Idaho in its south is all about agriculture, either crops or beef.  If they water it, it grows.  There are millions in capital invested in irrigation equipment, including turret center circle makers and wagon wheel pipe systems that roll across the field.  If those don’t get the edges, people walk pipe and spray mounts to water the edges.  Feed lots abound, as do hay fields and incredibly large bales of hay. 

West of Twin Falls, and periodically elsewhere, the farm lands became rocky, ravine-ridden, and gorges showed up.  Agriculture was not possible there, so cattle/ sheep grazed, or the land was unused. 

I kept seeing birds of the size of red wing blackbirds, but without the red flashes.  Turns out they are Brewer’s Blackbird, with yellow eyes and black legs.  A new species for me!  Life List keeps growing.
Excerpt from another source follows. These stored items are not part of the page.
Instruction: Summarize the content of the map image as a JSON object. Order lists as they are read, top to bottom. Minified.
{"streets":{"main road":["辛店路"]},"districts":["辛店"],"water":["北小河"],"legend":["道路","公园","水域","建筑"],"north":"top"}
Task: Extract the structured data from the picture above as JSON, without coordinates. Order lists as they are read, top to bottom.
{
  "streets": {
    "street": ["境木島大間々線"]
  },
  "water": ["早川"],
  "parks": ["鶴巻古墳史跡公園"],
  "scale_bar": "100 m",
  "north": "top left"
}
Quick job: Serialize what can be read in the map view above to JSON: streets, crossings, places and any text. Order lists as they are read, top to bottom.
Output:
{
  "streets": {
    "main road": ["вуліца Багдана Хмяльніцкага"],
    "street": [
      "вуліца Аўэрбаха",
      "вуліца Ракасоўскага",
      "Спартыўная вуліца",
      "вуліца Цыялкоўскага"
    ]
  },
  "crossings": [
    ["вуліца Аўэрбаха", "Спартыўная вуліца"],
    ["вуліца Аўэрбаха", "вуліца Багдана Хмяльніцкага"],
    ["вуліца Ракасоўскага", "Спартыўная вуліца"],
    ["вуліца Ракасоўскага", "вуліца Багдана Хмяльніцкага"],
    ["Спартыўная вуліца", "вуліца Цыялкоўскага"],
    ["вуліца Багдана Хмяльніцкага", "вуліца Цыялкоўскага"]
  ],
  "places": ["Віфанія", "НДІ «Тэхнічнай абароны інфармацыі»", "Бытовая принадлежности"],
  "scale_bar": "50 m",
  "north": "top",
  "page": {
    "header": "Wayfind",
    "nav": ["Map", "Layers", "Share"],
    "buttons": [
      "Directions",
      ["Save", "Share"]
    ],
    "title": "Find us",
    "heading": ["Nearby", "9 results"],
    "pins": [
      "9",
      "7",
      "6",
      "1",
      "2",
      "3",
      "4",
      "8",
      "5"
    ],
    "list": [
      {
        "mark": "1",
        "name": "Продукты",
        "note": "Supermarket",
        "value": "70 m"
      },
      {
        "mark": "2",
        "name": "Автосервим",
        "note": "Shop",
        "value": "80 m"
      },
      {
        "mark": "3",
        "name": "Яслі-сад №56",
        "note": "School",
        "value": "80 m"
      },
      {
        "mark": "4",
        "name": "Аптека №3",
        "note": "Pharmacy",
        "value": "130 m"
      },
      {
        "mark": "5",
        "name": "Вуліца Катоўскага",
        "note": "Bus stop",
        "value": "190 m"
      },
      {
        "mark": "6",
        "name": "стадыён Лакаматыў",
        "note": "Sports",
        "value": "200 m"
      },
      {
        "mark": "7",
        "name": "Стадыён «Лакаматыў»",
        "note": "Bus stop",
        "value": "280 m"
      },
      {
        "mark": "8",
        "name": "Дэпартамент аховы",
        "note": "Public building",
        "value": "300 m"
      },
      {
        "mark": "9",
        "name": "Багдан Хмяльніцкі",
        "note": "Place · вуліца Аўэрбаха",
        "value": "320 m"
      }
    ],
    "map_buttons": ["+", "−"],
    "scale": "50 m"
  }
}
The Snake river gave the highway a reason to exist.  In the table lands, the very wide valleys are irrigated up to a point, then the higher lands became brown.  By the way, that brown is the natural color of the west, where there is vegetation at all.  I remember despairing on my umpteenth trip to San Diego that I missed the golden-green of the east coast.  I’m back in the brown again.  (No, that’s not a metaphor.)  Sometimes you see a manmade hill of dirt on the plains supporting antennae:  only way to get height of eye for cell service!

All the ramps onto and off of the interstate highway have cattle grids, so stock doesn’t wander onto the road.  I’ve seen dead deer many times, so the “bull bars” of the 18-wheelers are effective against deer.  I wonder at the carnage if a two ton bull wandered onto the road.

Arrived in Oregon too soon to go to the camp site, so I relaxed at the Ontario rest stop for an hour.    I filled the fuel tank in Ontario.  Then I proceeded up I-84 to Oregon 201, a river-hugging road to the Oasis on the Snake RV park.  Landed at 2pmMT in a lovely spot near the Snake River.  Lots of birds to watch.